Every line of the entries below that carries the string "main" should be copied.

:: SOURCE DATA ::

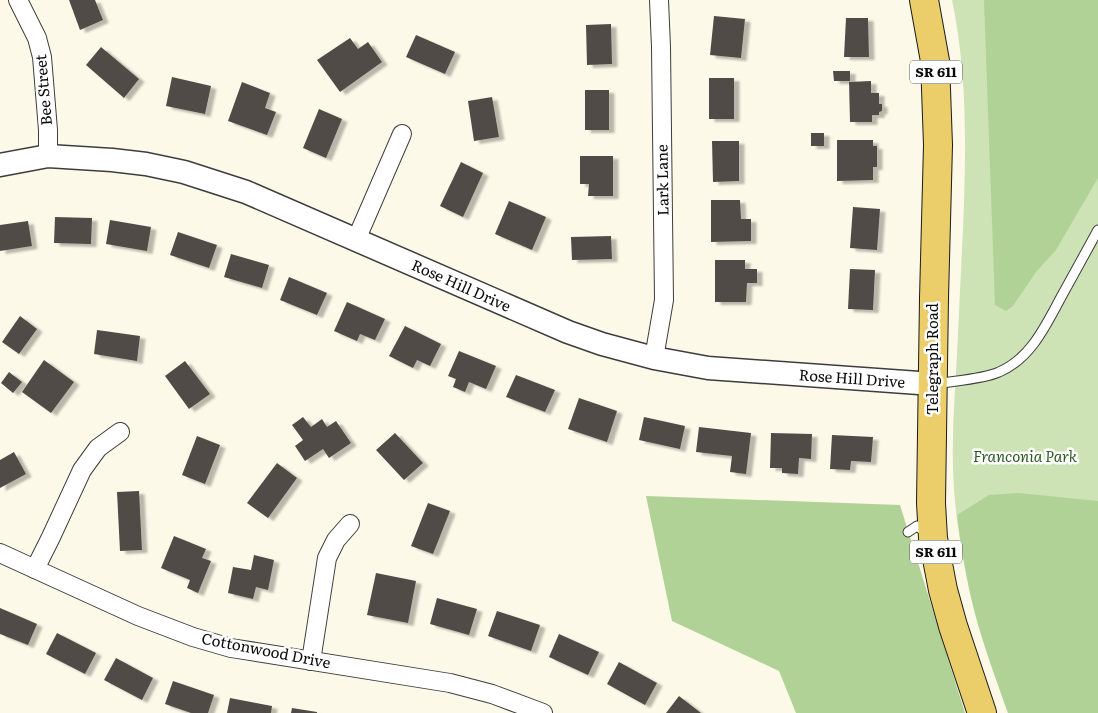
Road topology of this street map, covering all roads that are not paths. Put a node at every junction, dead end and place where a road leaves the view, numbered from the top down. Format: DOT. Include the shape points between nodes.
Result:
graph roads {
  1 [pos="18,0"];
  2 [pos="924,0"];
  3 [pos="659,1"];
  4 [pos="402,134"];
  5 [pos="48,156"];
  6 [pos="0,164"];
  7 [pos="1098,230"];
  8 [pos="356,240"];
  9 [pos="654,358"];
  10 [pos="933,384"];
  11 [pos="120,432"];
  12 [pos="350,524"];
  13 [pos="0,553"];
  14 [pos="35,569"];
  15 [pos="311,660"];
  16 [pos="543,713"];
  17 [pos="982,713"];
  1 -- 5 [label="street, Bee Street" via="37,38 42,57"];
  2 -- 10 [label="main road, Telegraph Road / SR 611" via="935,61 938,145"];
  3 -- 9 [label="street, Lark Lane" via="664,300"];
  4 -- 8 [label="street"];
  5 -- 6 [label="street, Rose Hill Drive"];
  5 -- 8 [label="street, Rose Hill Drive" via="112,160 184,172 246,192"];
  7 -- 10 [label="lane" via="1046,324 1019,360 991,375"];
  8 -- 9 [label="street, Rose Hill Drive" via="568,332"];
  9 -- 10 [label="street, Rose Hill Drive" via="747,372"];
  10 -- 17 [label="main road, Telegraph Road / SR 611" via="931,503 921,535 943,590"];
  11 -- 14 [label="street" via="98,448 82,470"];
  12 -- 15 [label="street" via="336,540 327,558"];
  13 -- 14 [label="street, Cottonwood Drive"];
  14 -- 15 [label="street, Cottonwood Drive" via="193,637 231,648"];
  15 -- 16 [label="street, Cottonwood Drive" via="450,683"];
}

:::

- **SOLUTION TO THIS EXERCISE**
  2 -- 10 [label="main road, Telegraph Road / SR 611" via="935,61 938,145"];
  10 -- 17 [label="main road, Telegraph Road / SR 611" via="931,503 921,535 943,590"];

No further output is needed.